[Start of Attachment]

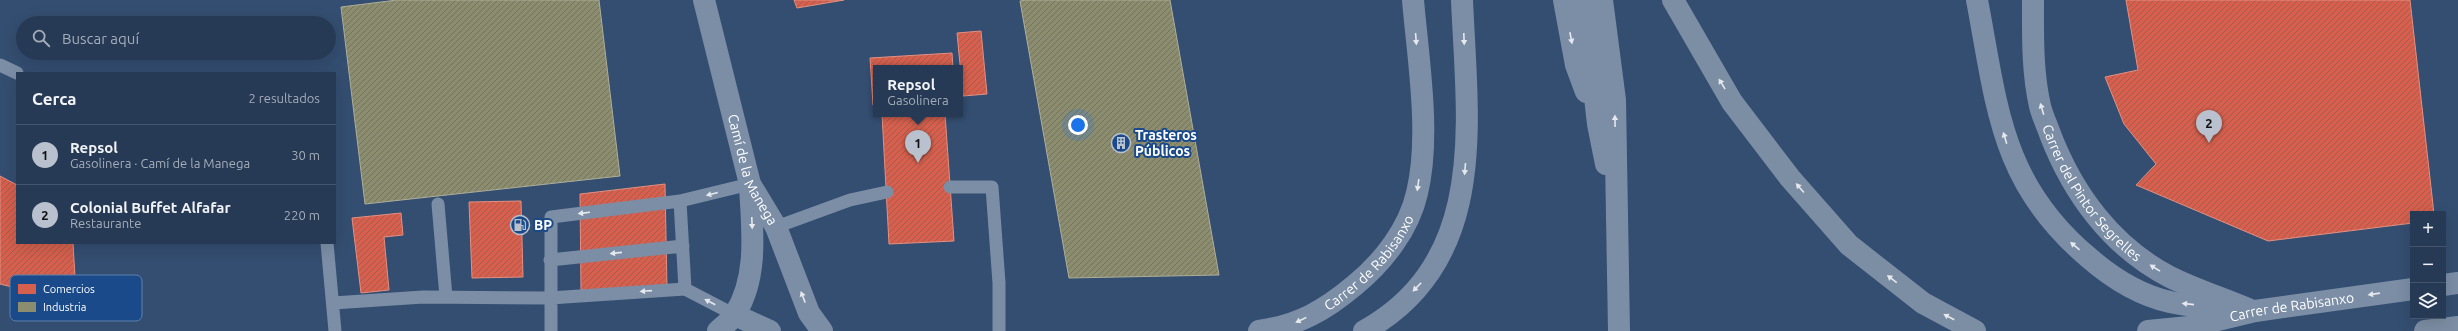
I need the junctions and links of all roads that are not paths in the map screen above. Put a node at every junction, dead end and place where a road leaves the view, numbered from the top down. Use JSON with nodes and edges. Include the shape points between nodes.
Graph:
{"nodes":[{"id":1,"x":704,"y":0,"type":"edge"},
{"id":2,"x":1413,"y":0,"type":"edge"},
{"id":3,"x":1462,"y":0,"type":"edge"},
{"id":4,"x":1564,"y":0,"type":"edge"},
{"id":5,"x":1584,"y":0,"type":"edge"},
{"id":6,"x":1602,"y":0,"type":"edge"},
{"id":7,"x":1673,"y":0,"type":"edge"},
{"id":8,"x":1977,"y":0,"type":"edge"},
{"id":9,"x":2032,"y":0,"type":"edge"},
{"id":10,"x":0,"y":65,"type":"edge"},
{"id":11,"x":16,"y":73,"type":"edge"},
{"id":12,"x":1598,"y":124,"type":"junction"},
{"id":13,"x":750,"y":184,"type":"junction"},
{"id":14,"x":950,"y":187,"type":"dead end"},
{"id":15,"x":887,"y":192,"type":"dead end"},
{"id":16,"x":680,"y":202,"type":"junction"},
{"id":17,"x":438,"y":204,"type":"dead end"},
{"id":18,"x":776,"y":227,"type":"junction"},
{"id":19,"x":1618,"y":230,"type":"junction"},
{"id":20,"x":327,"y":244,"type":"edge"},
{"id":21,"x":683,"y":246,"type":"junction"},
{"id":22,"x":550,"y":260,"type":"junction"},
{"id":23,"x":2458,"y":283,"type":"edge"},
{"id":24,"x":2446,"y":285,"type":"edge"},
{"id":25,"x":685,"y":288,"type":"junction"},
{"id":26,"x":2410,"y":289,"type":"edge"},
{"id":27,"x":446,"y":297,"type":"junction"},
{"id":28,"x":550,"y":298,"type":"junction"},
{"id":29,"x":333,"y":303,"type":"junction"},
{"id":30,"x":2255,"y":311,"type":"junction"},
{"id":31,"x":735,"y":315,"type":"junction"},
{"id":32,"x":2458,"y":327,"type":"edge"},
{"id":33,"x":335,"y":331,"type":"edge"},
{"id":34,"x":551,"y":331,"type":"edge"},
{"id":35,"x":718,"y":331,"type":"edge"},
{"id":36,"x":770,"y":331,"type":"edge"},
{"id":37,"x":822,"y":331,"type":"edge"},
{"id":38,"x":999,"y":331,"type":"edge"},
{"id":39,"x":1259,"y":331,"type":"edge"},
{"id":40,"x":1364,"y":331,"type":"edge"},
{"id":41,"x":1619,"y":331,"type":"edge"},
{"id":42,"x":1974,"y":331,"type":"edge"},
{"id":43,"x":2148,"y":331,"type":"edge"},
{"id":44,"x":2425,"y":331,"type":"edge"}],
"edges":[{"from":1,"to":13,"type":"street","name":"Camí de la Manega"},
{"from":2,"to":39,"type":"street","name":"Carrer de Rabisanxo","one_way":true,"via":[[1424,146],[1417,194],[1401,233],[1369,273],[1331,305],[1288,326]]},
{"from":3,"to":40,"type":"street","one_way":true,"via":[[1468,139],[1463,188],[1451,232],[1425,279],[1386,319]]},
{"from":4,"to":12,"type":"street","one_way":true,"via":[[1576,65]]},
{"from":5,"to":12,"type":"street"},
{"from":19,"to":6,"type":"street","one_way":true,"via":[[1615,100]]},
{"from":42,"to":7,"type":"highway","one_way":true,"via":[[1923,303],[1849,245],[1790,178],[1732,102]]},
{"from":30,"to":8,"type":"street","one_way":true,"via":[[2170,302],[2141,292],[2115,278],[2067,239],[2035,200],[2008,146],[1998,113]]},
{"from":30,"to":9,"type":"street","name":"Carrer del Pintor Segrelles","one_way":true,"via":[[2170,277],[2135,255],[2111,234],[2086,203],[2065,170],[2040,106],[2034,58]]},
{"from":10,"to":11,"type":"lane"},
{"from":12,"to":19,"type":"street"},
{"from":13,"to":16,"type":"lane","one_way":true},
{"from":13,"to":18,"type":"street","name":"Camí de la Manega"},
{"from":13,"to":31,"type":"street","one_way":true,"via":[[753,255],[748,286]]},
{"from":14,"to":38,"type":"lane","via":[[992,187],[999,283]]},
{"from":15,"to":18,"type":"lane","via":[[850,200]]},
{"from":16,"to":21,"type":"lane"},
{"from":16,"to":22,"type":"lane","one_way":true,"via":[[551,217]]},
{"from":17,"to":27,"type":"lane"},
{"from":37,"to":18,"type":"street","name":"Camí de la Manega","one_way":true,"via":[[809,313]]},
{"from":19,"to":41,"type":"street"},
{"from":20,"to":29,"type":"lane"},
{"from":21,"to":22,"type":"lane","one_way":true},
{"from":21,"to":25,"type":"lane"},
{"from":22,"to":28,"type":"lane"},
{"from":23,"to":24,"type":"street"},
{"from":25,"to":28,"type":"lane","one_way":true},
{"from":31,"to":25,"type":"lane","one_way":true},
{"from":26,"to":30,"type":"street","name":"Carrer de Rabisanxo","one_way":true},
{"from":27,"to":28,"type":"lane"},
{"from":27,"to":29,"type":"lane"},
{"from":28,"to":34,"type":"lane"},
{"from":29,"to":33,"type":"lane"},
{"from":30,"to":43,"type":"street","name":"Carrer de Rabisanxo","via":[[2189,327]]},
{"from":31,"to":35,"type":"street"},
{"from":31,"to":36,"type":"street"},
{"from":32,"to":44,"type":"highway"}]}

[End of Attachment]

▶ **Aim of the task**: Each line with the word "nodes" in the records above belongs in the result; copy all of them.

▶ **Solution for this exercise**:
I need the junctions and links of all roads that are not paths in the map screen above. Put a node at every junction, dead end and place where a road leaves the view, numbered from the top down. Use JSON with nodes and edges. Include the shape points between nodes.
{"nodes":[{"id":1,"x":704,"y":0,"type":"edge"},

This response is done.